◆ **Task item**
What is needed is an exact copy of the records below, without the pictures.

◆ **Supplied entries**
== Segment start ==

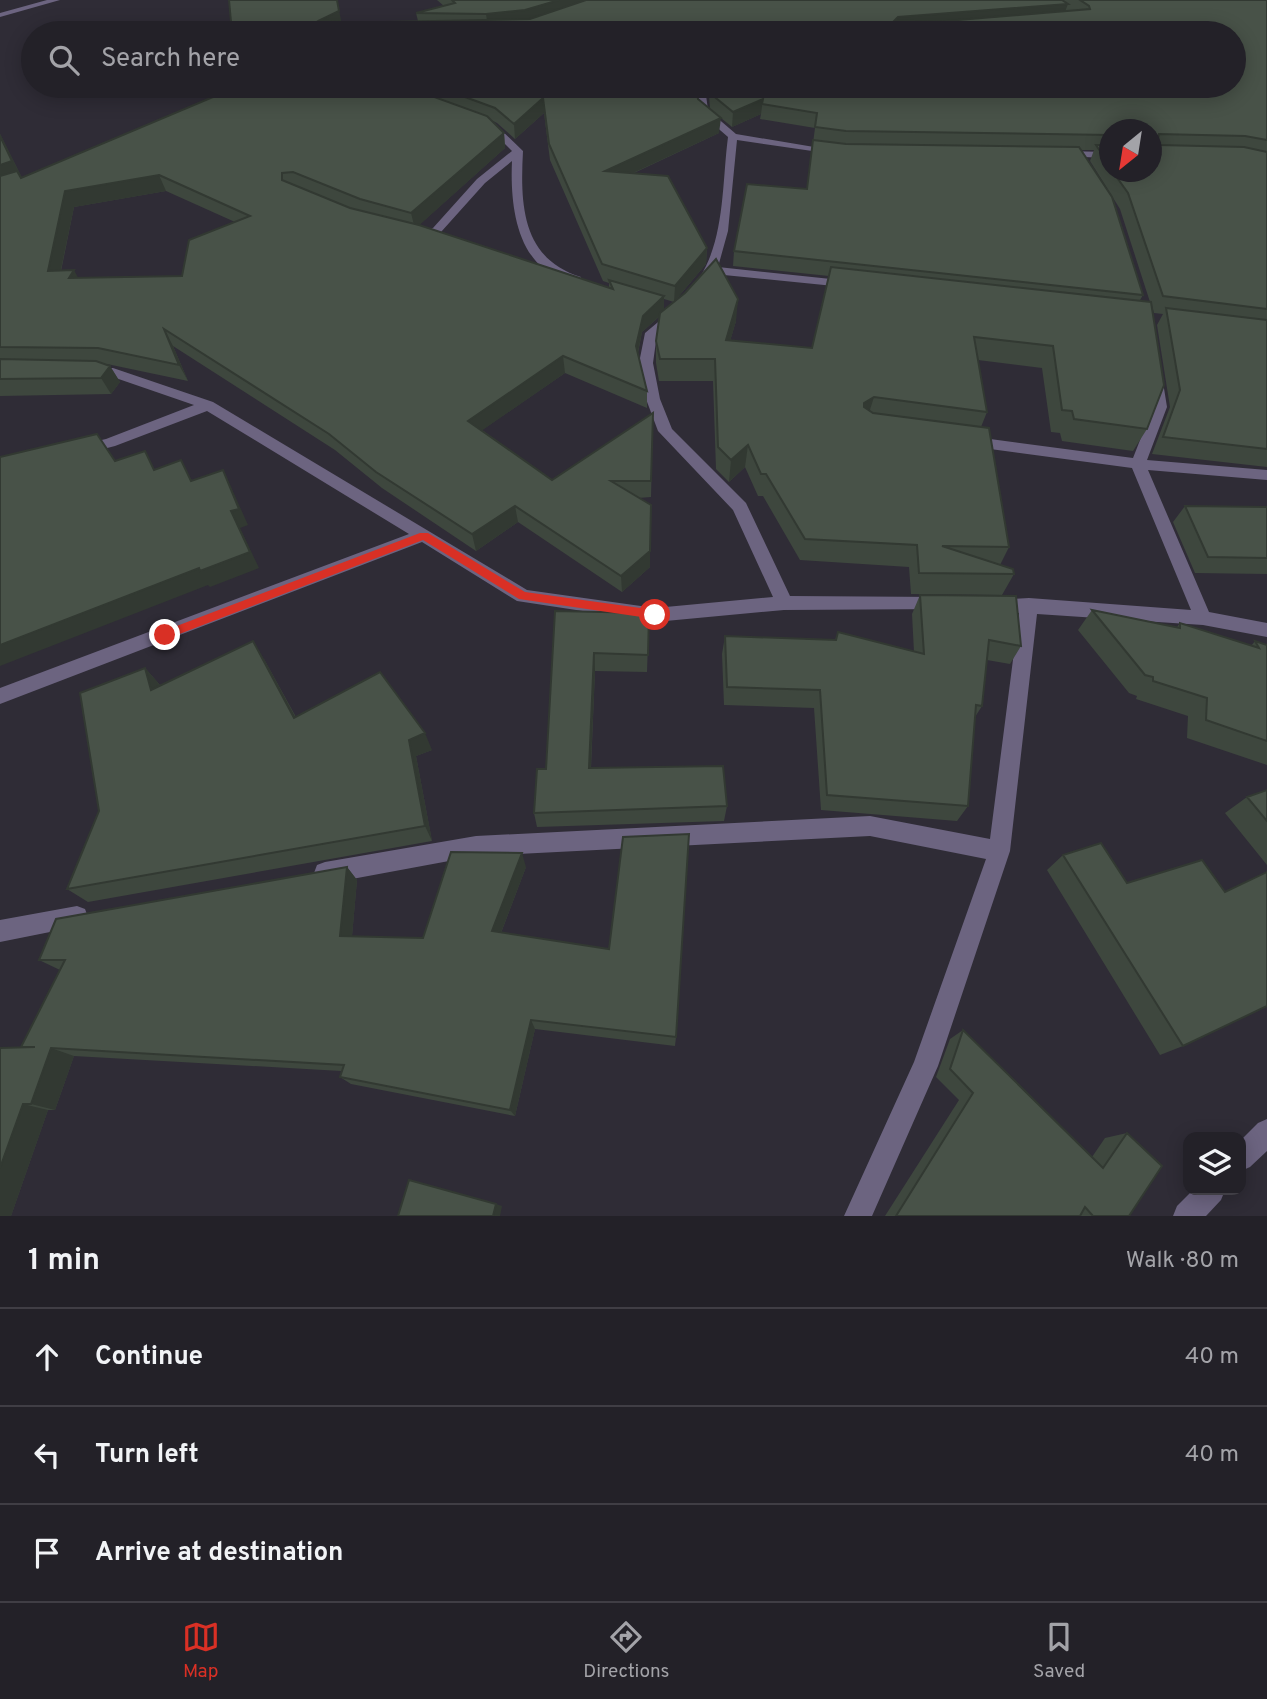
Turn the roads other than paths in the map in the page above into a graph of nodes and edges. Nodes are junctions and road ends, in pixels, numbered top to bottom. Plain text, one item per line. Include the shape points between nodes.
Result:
1 (56, 0) edge
2 (0, 15) edge
3 (701, 98) edge
4 (468, 118) edge
5 (733, 136) junction
6 (518, 151) junction
7 (842, 152) edge
8 (1053, 154) edge
9 (1099, 157) edge
10 (399, 231) edge
11 (713, 270) junction
12 (587, 283) edge
13 (862, 287) edge
14 (1152, 357) edge
15 (81, 370) edge
16 (208, 405) junction
17 (948, 438) edge
18 (59, 455) edge
19 (1138, 464) junction
20 (1267, 475) edge
21 (424, 535) junction
22 (784, 603) junction
23 (1029, 605) junction
24 (1203, 618) junction
25 (1267, 630) edge
26 (0, 696) edge
27 (999, 851) junction
28 (297, 878) edge
29 (94, 914) edge
30 (0, 931) edge
31 (1267, 1132) edge
32 (1246, 1153) edge
33 (1206, 1195) edge
34 (858, 1216) edge
35 (1187, 1216) edge

1 - 2 street
3 - 5 street via 703,111
4 - 6 street via 493,127
5 - 7 street
5 - 11 street via 723,236
6 - 10 street via 481,181 437,230 419,237
6 - 12 street via 515,190 528,240 544,265
8 - 9 street via 1082,161
11 - 13 street
11 - 22 street via 651,333 646,363 653,399 666,431 740,507
14 - 19 street via 1160,407
15 - 16 street via 108,371
16 - 18 street via 110,443
16 - 21 street
17 - 19 street
19 - 20 street
19 - 24 street
21 - 22 street via 523,596 655,615
21 - 26 street
22 - 23 street
23 - 24 street
23 - 27 street
24 - 25 street
27 - 28 street via 870,826 476,846
27 - 34 street via 925,1066
29 - 30 street
31 - 32 street
33 - 35 street

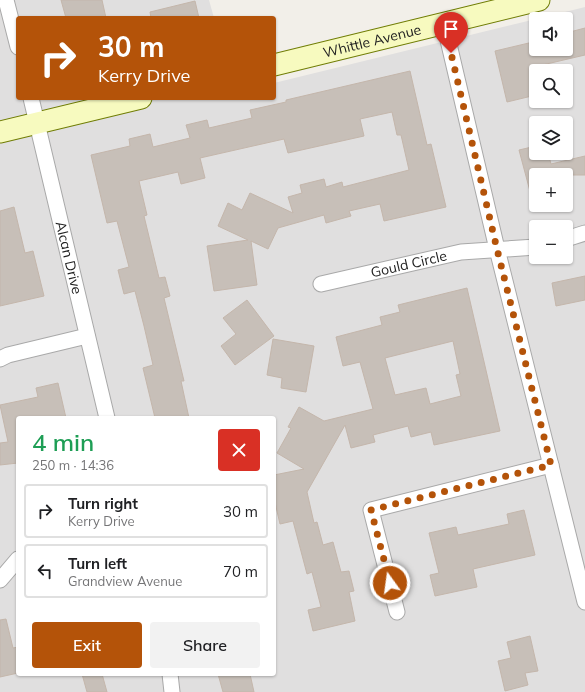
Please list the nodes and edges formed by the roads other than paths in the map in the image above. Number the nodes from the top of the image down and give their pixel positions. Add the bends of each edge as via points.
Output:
1 (6, 0) edge
2 (539, 0) edge
3 (444, 23) junction
4 (16, 39) edge
5 (276, 65) edge
6 (31, 100) edge
7 (133, 100) edge
8 (37, 124) junction
9 (0, 132) edge
10 (585, 233) edge
11 (573, 236) edge
12 (529, 247) edge
13 (497, 249) junction
14 (321, 284) dead end
15 (87, 336) junction
16 (0, 358) edge
17 (107, 416) edge
18 (551, 465) junction
19 (16, 561) edge
20 (0, 580) edge
21 (585, 602) edge
22 (397, 612) dead end
23 (170, 676) edge
24 (172, 692) edge

1 - 4 street
2 - 3 street, Whittle Avenue
3 - 5 street, Whittle Avenue
3 - 13 street
6 - 8 street, Alcan Drive
7 - 8 street
8 - 9 street
8 - 15 street, Alcan Drive
10 - 11 street
12 - 13 street, Gould Circle
13 - 14 street, Gould Circle via 461,252
13 - 18 street
15 - 16 street
15 - 17 street, Alcan Drive
18 - 21 street
18 - 22 street via 371,510
19 - 20 street
23 - 24 street

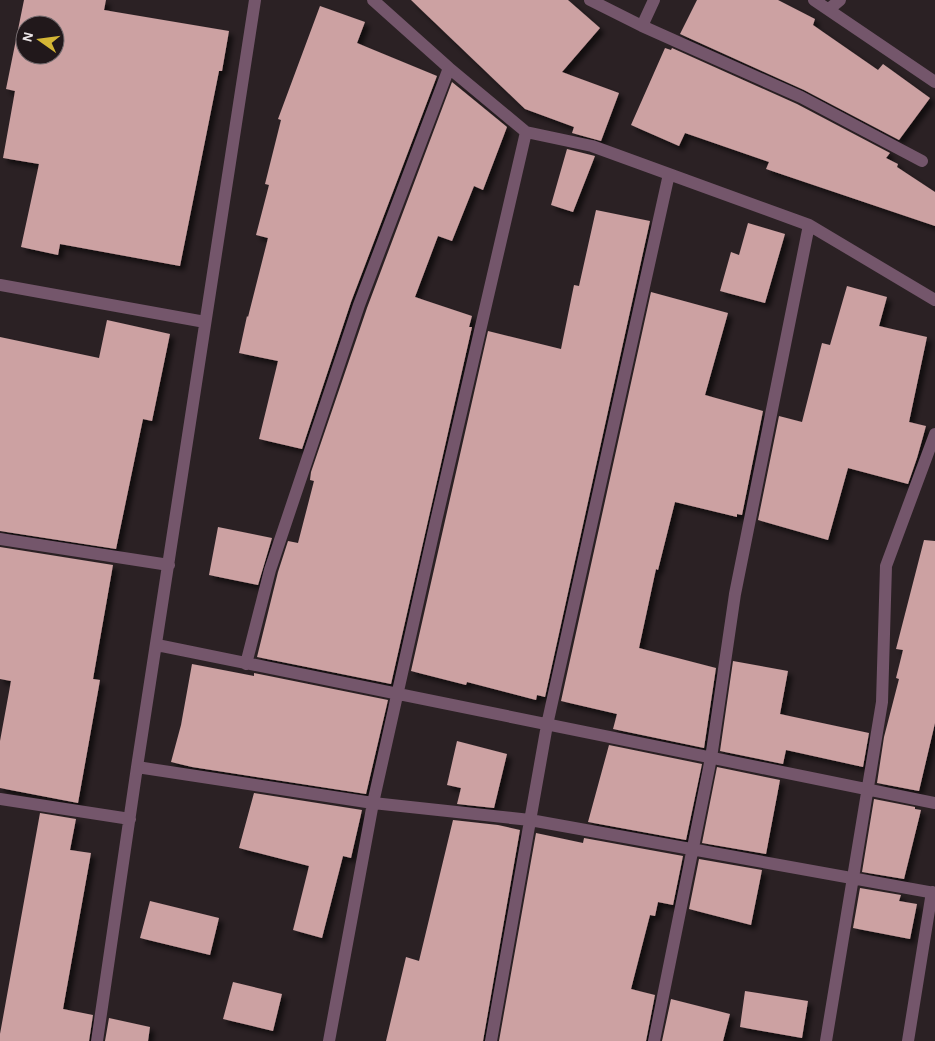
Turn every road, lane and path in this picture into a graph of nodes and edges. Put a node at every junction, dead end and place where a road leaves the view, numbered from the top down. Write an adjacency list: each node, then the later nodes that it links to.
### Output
1 (255, 0): 17 (street)
2 (373, 0): 9 (street)
3 (590, 0): 8 (street)
4 (654, 0): 8 (street)
5 (814, 0): 7 (street)
6 (840, 0): 7 (street)
7 (829, 9): 10 (street)
8 (642, 26): 12 (street)
9 (449, 68): 11 (street); 22 (street)
10 (935, 82)
11 (526, 132): 13 (street); 23 (street)
12 (922, 161)
13 (669, 174): 14 (street); 24 (street)
14 (810, 225): 16 (street); 25 (street)
15 (0, 285): 17 (street)
16 (935, 300)
17 (205, 322): 20 (street)
18 (935, 434): 27 (street)
19 (0, 539): 20 (street)
20 (169, 566): 21 (street)
21 (157, 645): 22 (street); 26 (street)
22 (246, 664): 23 (street)
23 (397, 694): 24 (street); 29 (street)
24 (546, 725): 25 (street); 32 (street)
25 (711, 758): 27 (street); 33 (street)
26 (137, 767): 29 (street); 31 (street)
27 (867, 789): 30 (street); 34 (street)
28 (0, 799): 31 (street)
29 (373, 803): 32 (street); 37 (street)
30 (935, 803)
31 (130, 819): 36 (street)
32 (530, 820): 33 (street); 38 (street)
33 (693, 849): 34 (street); 39 (street)
34 (853, 878): 35 (street); 40 (street)
35 (934, 892): 41 (street)
36 (97, 1041)
37 (329, 1041)
38 (491, 1041)
39 (654, 1041)
40 (826, 1041)
41 (908, 1041)

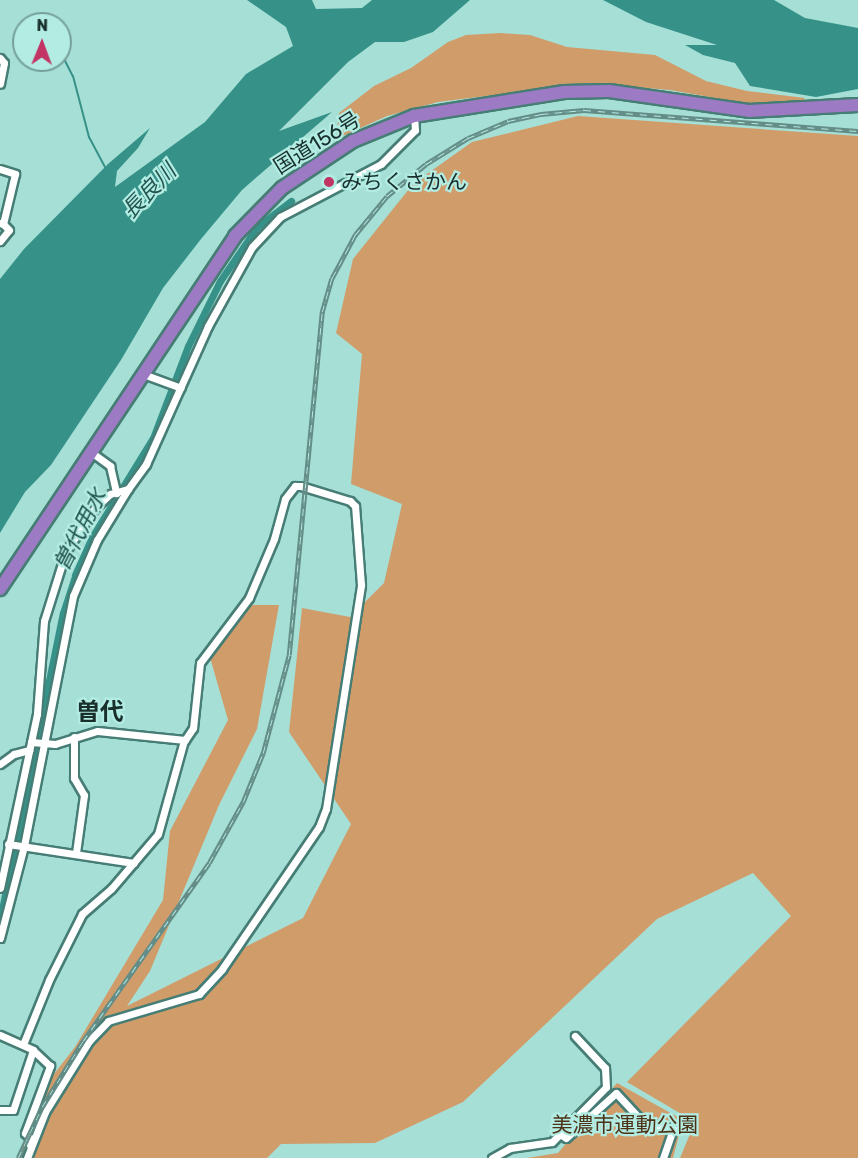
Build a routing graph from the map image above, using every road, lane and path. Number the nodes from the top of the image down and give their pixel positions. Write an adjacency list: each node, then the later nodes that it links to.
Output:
1 (0, 58): 2 (street)
2 (0, 84)
3 (858, 105): 4 (highway, 国道156号)
4 (414, 116): 8 (highway, 国道156号); 9 (street)
5 (0, 169): 6 (street)
6 (2, 224): 7 (street)
7 (0, 241)
8 (143, 374): 9 (street); 10 (highway, 国道156号)
9 (176, 387): 11 (street)
10 (91, 452): 11 (street); 12 (highway, 国道156号)
11 (122, 491): 13 (street); 13 (street)
12 (0, 589)
13 (48, 687): 16 (street); 16 (street)
14 (74, 737): 15 (street); 16 (street); 20 (street)
15 (184, 740): 21 (street); 30 (street)
16 (37, 743): 17 (street); 19 (street)
17 (29, 750): 18 (street); 19 (street)
18 (0, 764)
19 (16, 845): 20 (street); 22 (street); 23 (street)
20 (76, 853): 21 (street)
21 (134, 863): 26 (street)
22 (0, 888)
23 (0, 933)
24 (0, 1035): 26 (street)
25 (575, 1036): 29 (street)
26 (24, 1042): 27 (street)
27 (33, 1050): 28 (street); 30 (street)
28 (0, 1110)
29 (560, 1134): 31 (street); 32 (street)
30 (28, 1155)
31 (492, 1158)
32 (663, 1158)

== Segment end ==

◆ **Answer to this task**
Turn the roads other than paths in the map in the page above into a graph of nodes and edges. Nodes are junctions and road ends, in pixels, numbered top to bottom. Plain text, one item per line. Include the shape points between nodes.
Result:
1 (56, 0) edge
2 (0, 15) edge
3 (701, 98) edge
4 (468, 118) edge
5 (733, 136) junction
6 (518, 151) junction
7 (842, 152) edge
8 (1053, 154) edge
9 (1099, 157) edge
10 (399, 231) edge
11 (713, 270) junction
12 (587, 283) edge
13 (862, 287) edge
14 (1152, 357) edge
15 (81, 370) edge
16 (208, 405) junction
17 (948, 438) edge
18 (59, 455) edge
19 (1138, 464) junction
20 (1267, 475) edge
21 (424, 535) junction
22 (784, 603) junction
23 (1029, 605) junction
24 (1203, 618) junction
25 (1267, 630) edge
26 (0, 696) edge
27 (999, 851) junction
28 (297, 878) edge
29 (94, 914) edge
30 (0, 931) edge
31 (1267, 1132) edge
32 (1246, 1153) edge
33 (1206, 1195) edge
34 (858, 1216) edge
35 (1187, 1216) edge

1 - 2 street
3 - 5 street via 703,111
4 - 6 street via 493,127
5 - 7 street
5 - 11 street via 723,236
6 - 10 street via 481,181 437,230 419,237
6 - 12 street via 515,190 528,240 544,265
8 - 9 street via 1082,161
11 - 13 street
11 - 22 street via 651,333 646,363 653,399 666,431 740,507
14 - 19 street via 1160,407
15 - 16 street via 108,371
16 - 18 street via 110,443
16 - 21 street
17 - 19 street
19 - 20 street
19 - 24 street
21 - 22 street via 523,596 655,615
21 - 26 street
22 - 23 street
23 - 24 street
23 - 27 street
24 - 25 street
27 - 28 street via 870,826 476,846
27 - 34 street via 925,1066
29 - 30 street
31 - 32 street
33 - 35 street

Please list the nodes and edges formed by the roads other than paths in the map in the image above. Number the nodes from the top of the image down and give their pixel positions. Add the bends of each edge as via points.
Output:
1 (6, 0) edge
2 (539, 0) edge
3 (444, 23) junction
4 (16, 39) edge
5 (276, 65) edge
6 (31, 100) edge
7 (133, 100) edge
8 (37, 124) junction
9 (0, 132) edge
10 (585, 233) edge
11 (573, 236) edge
12 (529, 247) edge
13 (497, 249) junction
14 (321, 284) dead end
15 (87, 336) junction
16 (0, 358) edge
17 (107, 416) edge
18 (551, 465) junction
19 (16, 561) edge
20 (0, 580) edge
21 (585, 602) edge
22 (397, 612) dead end
23 (170, 676) edge
24 (172, 692) edge

1 - 4 street
2 - 3 street, Whittle Avenue
3 - 5 street, Whittle Avenue
3 - 13 street
6 - 8 street, Alcan Drive
7 - 8 street
8 - 9 street
8 - 15 street, Alcan Drive
10 - 11 street
12 - 13 street, Gould Circle
13 - 14 street, Gould Circle via 461,252
13 - 18 street
15 - 16 street
15 - 17 street, Alcan Drive
18 - 21 street
18 - 22 street via 371,510
19 - 20 street
23 - 24 street

Turn every road, lane and path in this picture into a graph of nodes and edges. Put a node at every junction, dead end and place where a road leaves the view, numbered from the top down. Write an adjacency list: each node, then the later nodes that it links to.
### Output
1 (255, 0): 17 (street)
2 (373, 0): 9 (street)
3 (590, 0): 8 (street)
4 (654, 0): 8 (street)
5 (814, 0): 7 (street)
6 (840, 0): 7 (street)
7 (829, 9): 10 (street)
8 (642, 26): 12 (street)
9 (449, 68): 11 (street); 22 (street)
10 (935, 82)
11 (526, 132): 13 (street); 23 (street)
12 (922, 161)
13 (669, 174): 14 (street); 24 (street)
14 (810, 225): 16 (street); 25 (street)
15 (0, 285): 17 (street)
16 (935, 300)
17 (205, 322): 20 (street)
18 (935, 434): 27 (street)
19 (0, 539): 20 (street)
20 (169, 566): 21 (street)
21 (157, 645): 22 (street); 26 (street)
22 (246, 664): 23 (street)
23 (397, 694): 24 (street); 29 (street)
24 (546, 725): 25 (street); 32 (street)
25 (711, 758): 27 (street); 33 (street)
26 (137, 767): 29 (street); 31 (street)
27 (867, 789): 30 (street); 34 (street)
28 (0, 799): 31 (street)
29 (373, 803): 32 (street); 37 (street)
30 (935, 803)
31 (130, 819): 36 (street)
32 (530, 820): 33 (street); 38 (street)
33 (693, 849): 34 (street); 39 (street)
34 (853, 878): 35 (street); 40 (street)
35 (934, 892): 41 (street)
36 (97, 1041)
37 (329, 1041)
38 (491, 1041)
39 (654, 1041)
40 (826, 1041)
41 (908, 1041)

Build a routing graph from the map image above, using every road, lane and path. Number the nodes from the top of the image down and give their pixel positions. Write an adjacency list: each node, then the later nodes that it links to.
Output:
1 (0, 58): 2 (street)
2 (0, 84)
3 (858, 105): 4 (highway, 国道156号)
4 (414, 116): 8 (highway, 国道156号); 9 (street)
5 (0, 169): 6 (street)
6 (2, 224): 7 (street)
7 (0, 241)
8 (143, 374): 9 (street); 10 (highway, 国道156号)
9 (176, 387): 11 (street)
10 (91, 452): 11 (street); 12 (highway, 国道156号)
11 (122, 491): 13 (street); 13 (street)
12 (0, 589)
13 (48, 687): 16 (street); 16 (street)
14 (74, 737): 15 (street); 16 (street); 20 (street)
15 (184, 740): 21 (street); 30 (street)
16 (37, 743): 17 (street); 19 (street)
17 (29, 750): 18 (street); 19 (street)
18 (0, 764)
19 (16, 845): 20 (street); 22 (street); 23 (street)
20 (76, 853): 21 (street)
21 (134, 863): 26 (street)
22 (0, 888)
23 (0, 933)
24 (0, 1035): 26 (street)
25 (575, 1036): 29 (street)
26 (24, 1042): 27 (street)
27 (33, 1050): 28 (street); 30 (street)
28 (0, 1110)
29 (560, 1134): 31 (street); 32 (street)
30 (28, 1155)
31 (492, 1158)
32 (663, 1158)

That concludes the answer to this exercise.